# Is my baby normal size?



## tawnykiller (Jan 15, 2008)

Hi Folks, 
somehow I always seem to fall for the runt of the litter, and as with my 4 y/o rat terrier boy who was also a runt, I fell for Tawny our 9 week old German shepherd. (shes just under 10lbs) Her belly is nice and round,she eats with passion lol, and shes just precious and active as can be, but I wanted to check with others that know the breed to see if this is ok, since all the weight charts I can find show her as way under the norm. She did come from a litter of 13 if you can believe that so maybe that contributes to her smallish size?
I feed her twice daily, as thats what my vet reccomends and shes on a standard puppy kibble(about a 1.5 cups) with a bit of canned mixed in. 

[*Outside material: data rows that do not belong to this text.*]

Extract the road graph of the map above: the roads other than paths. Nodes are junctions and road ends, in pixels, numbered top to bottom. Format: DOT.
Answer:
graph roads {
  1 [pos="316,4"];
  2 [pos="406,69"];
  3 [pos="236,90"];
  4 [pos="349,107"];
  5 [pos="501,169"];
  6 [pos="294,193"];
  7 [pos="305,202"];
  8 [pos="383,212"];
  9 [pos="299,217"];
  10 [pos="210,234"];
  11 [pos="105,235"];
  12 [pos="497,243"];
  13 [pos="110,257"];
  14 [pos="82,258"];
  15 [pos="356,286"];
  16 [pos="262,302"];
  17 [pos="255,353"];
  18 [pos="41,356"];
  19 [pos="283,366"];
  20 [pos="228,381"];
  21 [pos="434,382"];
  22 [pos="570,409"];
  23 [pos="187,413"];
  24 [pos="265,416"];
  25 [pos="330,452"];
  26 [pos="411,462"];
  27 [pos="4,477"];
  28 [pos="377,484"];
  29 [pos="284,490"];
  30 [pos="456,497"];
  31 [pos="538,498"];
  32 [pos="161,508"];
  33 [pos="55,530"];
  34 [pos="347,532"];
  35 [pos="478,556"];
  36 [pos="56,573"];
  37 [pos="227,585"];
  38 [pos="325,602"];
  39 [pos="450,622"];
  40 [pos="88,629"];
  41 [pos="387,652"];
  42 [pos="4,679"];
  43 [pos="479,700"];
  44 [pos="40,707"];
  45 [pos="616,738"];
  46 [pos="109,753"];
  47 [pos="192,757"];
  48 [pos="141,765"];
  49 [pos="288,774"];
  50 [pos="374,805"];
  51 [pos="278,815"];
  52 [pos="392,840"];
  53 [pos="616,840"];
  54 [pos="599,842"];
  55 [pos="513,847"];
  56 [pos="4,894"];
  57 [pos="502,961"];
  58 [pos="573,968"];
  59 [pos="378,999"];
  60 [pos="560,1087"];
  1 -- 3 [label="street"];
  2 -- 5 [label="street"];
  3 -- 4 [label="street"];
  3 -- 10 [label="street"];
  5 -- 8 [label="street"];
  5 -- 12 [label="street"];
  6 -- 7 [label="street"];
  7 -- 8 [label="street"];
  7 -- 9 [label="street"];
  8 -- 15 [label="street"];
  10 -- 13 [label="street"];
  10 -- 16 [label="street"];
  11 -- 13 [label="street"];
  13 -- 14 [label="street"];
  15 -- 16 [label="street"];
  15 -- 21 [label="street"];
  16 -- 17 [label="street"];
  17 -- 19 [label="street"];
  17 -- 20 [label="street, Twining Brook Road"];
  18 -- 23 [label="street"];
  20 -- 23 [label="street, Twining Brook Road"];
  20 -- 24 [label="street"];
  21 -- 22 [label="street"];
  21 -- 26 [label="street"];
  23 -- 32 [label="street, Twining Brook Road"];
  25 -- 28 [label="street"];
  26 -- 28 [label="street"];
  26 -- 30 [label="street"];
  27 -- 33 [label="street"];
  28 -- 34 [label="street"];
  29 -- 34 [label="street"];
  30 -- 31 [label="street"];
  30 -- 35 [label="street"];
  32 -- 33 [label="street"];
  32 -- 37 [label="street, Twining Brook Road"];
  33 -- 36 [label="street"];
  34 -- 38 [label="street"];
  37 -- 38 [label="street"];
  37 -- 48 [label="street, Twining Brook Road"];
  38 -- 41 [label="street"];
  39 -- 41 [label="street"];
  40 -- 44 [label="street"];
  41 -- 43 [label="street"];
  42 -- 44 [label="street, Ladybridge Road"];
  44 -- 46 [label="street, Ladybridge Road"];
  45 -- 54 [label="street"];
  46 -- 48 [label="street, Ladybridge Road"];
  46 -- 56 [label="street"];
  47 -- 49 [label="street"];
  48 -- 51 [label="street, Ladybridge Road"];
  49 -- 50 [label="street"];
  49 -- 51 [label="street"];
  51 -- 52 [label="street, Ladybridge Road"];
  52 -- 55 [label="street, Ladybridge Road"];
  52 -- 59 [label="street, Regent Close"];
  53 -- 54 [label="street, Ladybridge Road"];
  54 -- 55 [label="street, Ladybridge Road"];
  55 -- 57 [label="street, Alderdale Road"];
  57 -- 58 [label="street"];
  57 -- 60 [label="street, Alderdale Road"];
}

any help would be greatly appreciated


----------



## pinkanml (Sep 3, 2007)

Among the various vet records I got from Sasha's previous owner, there was one from her first vet visit, I think at around 8 weeks, and it said she was about 10 lbs, too. Now, at 4 years old, she's a sturdy 26" and 80-85 lbs.


----------



## tawnykiller (Jan 15, 2008)

Thank you so much that puts my mind at rest some. I so want her to grow up to be big and beautiful


----------



## Amaruq (Aug 29, 2001)

Tika was 7 pounds at 7 weeks. Her littermates (all 10 of them) were all 10-13 pounds each. Tika is within the standard for height and weighs about 65-68 pounds. Hmmmm why cant I remember the "sisters" weights.........


----------



## jesusica (Jan 13, 2006)

She sounds completely normal. Flash was WAY below the growth curve for a while. He's still a few pounds shy but he was 10+ pounds "behind" for a while, smaller than even the female growth curve.


----------